Готов поклясться чем угодно, но этот выстрел экипаж не забудет. Самый проблемный снаряд, "с нравом", вечно не на своем месте, и явный человеческий крик…..Самое время перекреститься.
Лететь очень красиво. Можно даже сказать – испытываю подлинный триумф полета: напор ветра, опьяняющее вращение и блаженство свободного падения. Рядом, в нескольких метрах по почти такой же траектории, вертясь и вереща от восторга сорванными медными поясками, летит "мой" товарищ и брат, еще один двенадцатидюймовый снаряд, выпущенный носовой башней "Цесаревича". Никогда не думал, что знание силуэтов японских кораблей так пригодится – условия уж очень специфичные. Уже пройдена верхняя точка траектории, и началось снижение, скорость не слишком потеряна, ведь дистанция довольно мала, и чувствую в себе силы продраться через любую вставшую на пути броню. Вот уже из туманной дымки неуклонно появляется серый корабль моего последнего пункта назначения – броненосец "Микаса"! Ну что, удастся отправить тебя на дно, если попать в башню – ведь тренировался же извиваться? Нет, лучше в другое место. Рывок, еще рывок, и чувствую, как траектория моего полета изменилась. Ну что тебе будет сниться, броненосец "Микаса"? – не знаю, но должно же сниться, я-то на другое место нацелился. А это место все ближе и ближе….
* * *
Я подскочил с кровати. Сон! Реальность? Сон? Реальность!

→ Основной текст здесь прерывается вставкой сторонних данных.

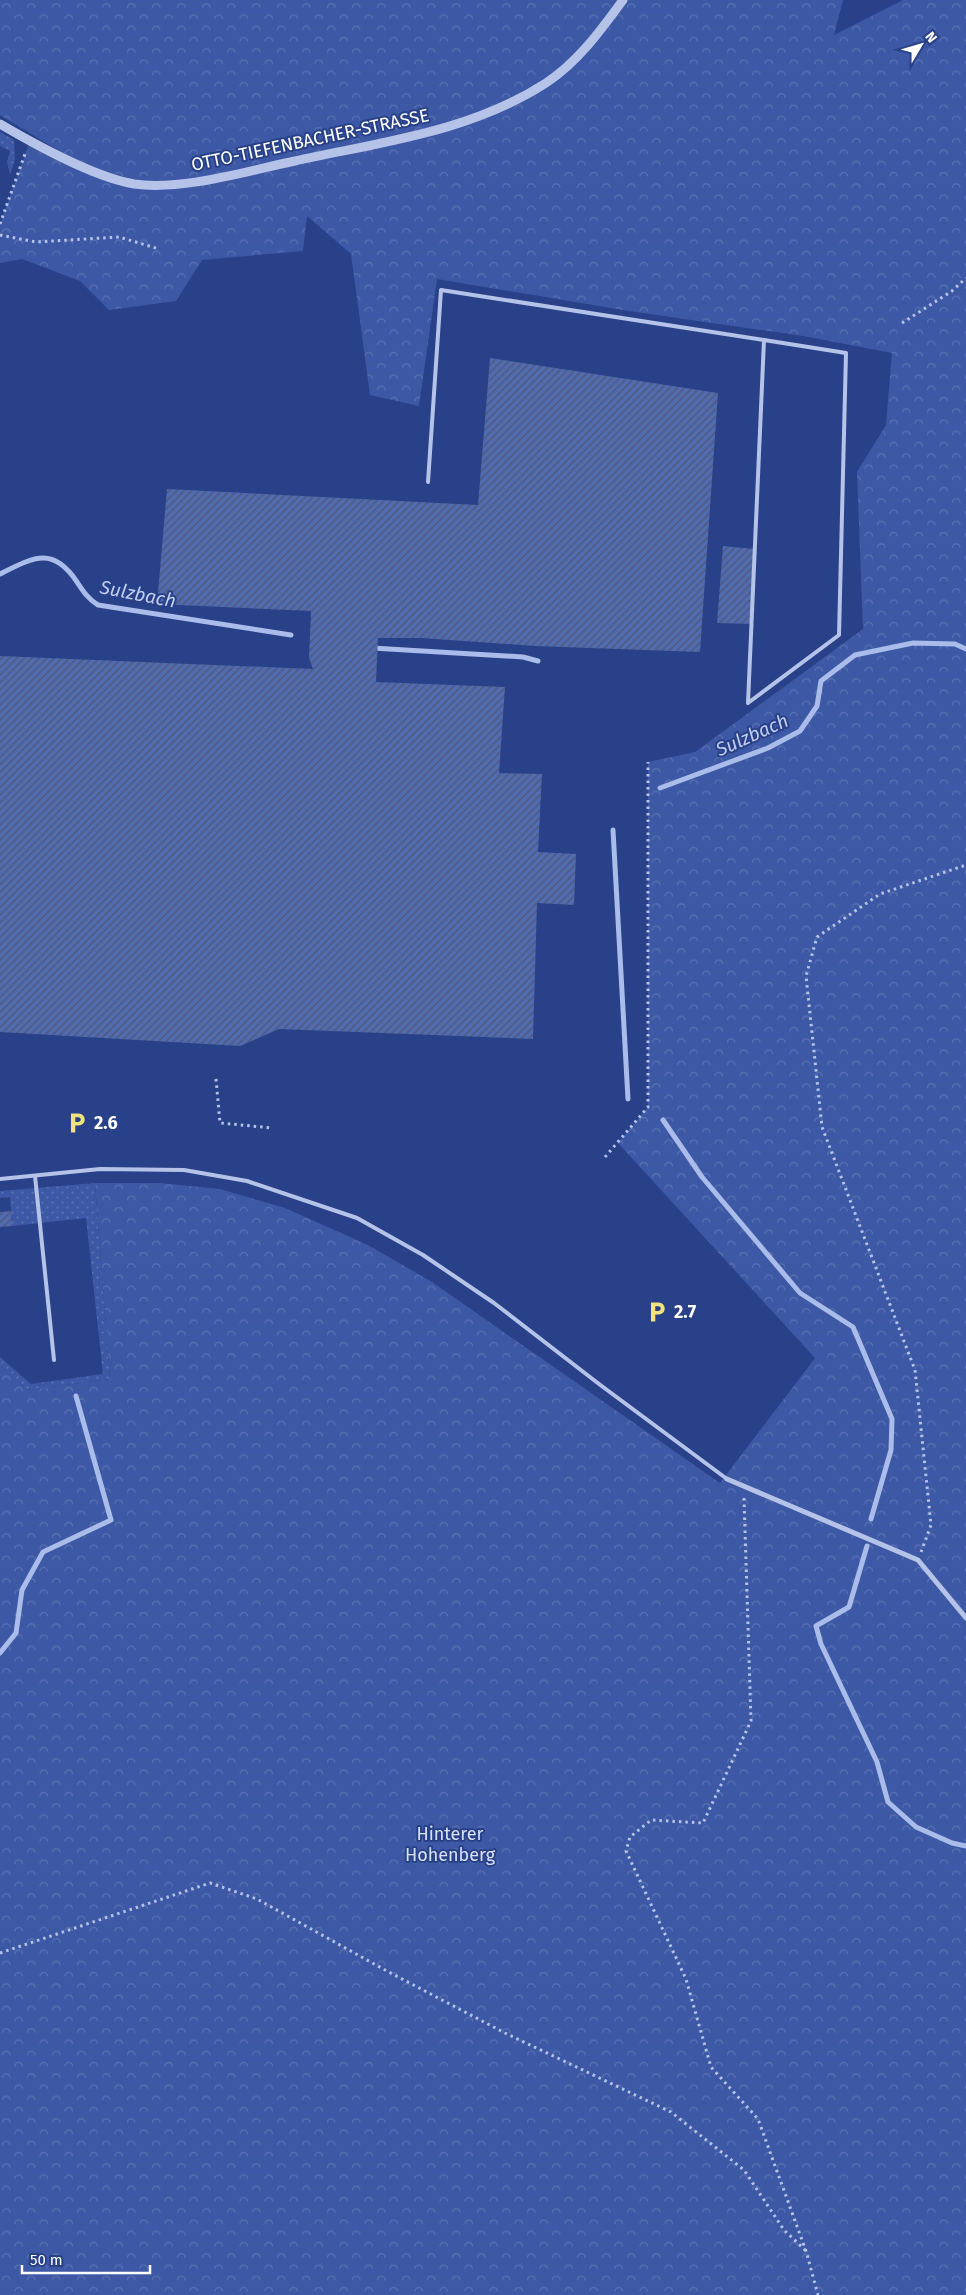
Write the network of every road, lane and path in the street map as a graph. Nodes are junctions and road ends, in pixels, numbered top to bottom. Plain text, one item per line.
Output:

Вроде ничего не изменилось (ага, 3 часа ночи, со сна-то в квартире может измениться, к тому же свет не включаю) – надо срочно…. проверить историю. Извечный русский вопрос – что делать? Компьютер – все спят. Включить свет и осмотреться? – нет, мы не ищем легких путей. Тогда к шкафу! Хватаю одну из серых книжек… знаю, что тут (или до этого?) Степанов "Порт-Артур" стоит, а рядом "Цусима" Новикова-Прибоя. Открываю (Степанова) и начинаю читать…. нет, лучше на кухню, ни черта же не видно (свет не включил), да и разбужу всех.
* * *
На адмиральском мостике оба адмирала с командиром «Цесаревича» и флагманскими специалистами разбирали различные способы маневрирования эскадры, чтобы поставить неприятеля в невыгодное положение.
Начавшаяся перестрелка прервала совещание. Русская эскадра продолжала идти прежним курсом в кильватерной колонне, увеличив ход до пятнадцати узлов.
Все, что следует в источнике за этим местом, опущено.